[[ Records provided open ]]
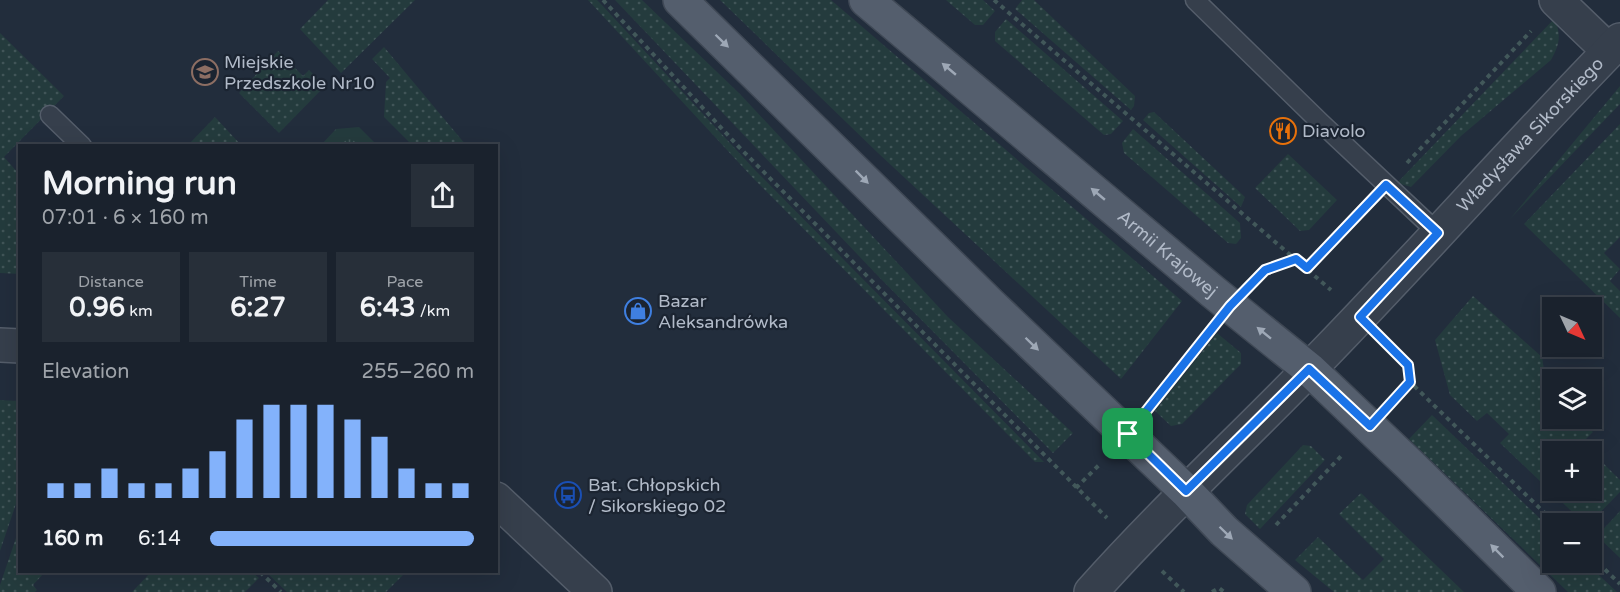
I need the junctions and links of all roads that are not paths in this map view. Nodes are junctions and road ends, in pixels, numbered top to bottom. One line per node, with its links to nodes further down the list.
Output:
1 (680, 0): 12 (main road, one-way to 12)
2 (866, 0): 11 (main road, Armii Krajowej, one-way to 2)
3 (1195, 0): 8 (lane)
4 (1557, 1): 5 (street)
5 (1615, 45): 8 (street, Władysława Sikorskiego)
6 (50, 115): 7 (lane)
7 (80, 144)
8 (1438, 233): 11 (street, Władysława Sikorskiego)
9 (0, 345): 10 (street)
10 (18, 346)
11 (1309, 369): 12 (street, Władysława Sikorskiego); 17 (main road, Armii Krajowej, one-way to 11)
12 (1186, 491): 15 (street, Władysława Sikorskiego); 16 (main road, one-way to 16)
13 (498, 501): 14 (street)
14 (595, 592)
15 (1091, 592)
16 (1294, 592)
17 (1539, 592)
[[ Records provided closed ]]
Excluding pictures, print all lines above exactly.

I need the junctions and links of all roads that are not paths in this map view. Nodes are junctions and road ends, in pixels, numbered top to bottom. One line per node, with its links to nodes further down the list.
Output:
1 (680, 0): 12 (main road, one-way to 12)
2 (866, 0): 11 (main road, Armii Krajowej, one-way to 2)
3 (1195, 0): 8 (lane)
4 (1557, 1): 5 (street)
5 (1615, 45): 8 (street, Władysława Sikorskiego)
6 (50, 115): 7 (lane)
7 (80, 144)
8 (1438, 233): 11 (street, Władysława Sikorskiego)
9 (0, 345): 10 (street)
10 (18, 346)
11 (1309, 369): 12 (street, Władysława Sikorskiego); 17 (main road, Armii Krajowej, one-way to 11)
12 (1186, 491): 15 (street, Władysława Sikorskiego); 16 (main road, one-way to 16)
13 (498, 501): 14 (street)
14 (595, 592)
15 (1091, 592)
16 (1294, 592)
17 (1539, 592)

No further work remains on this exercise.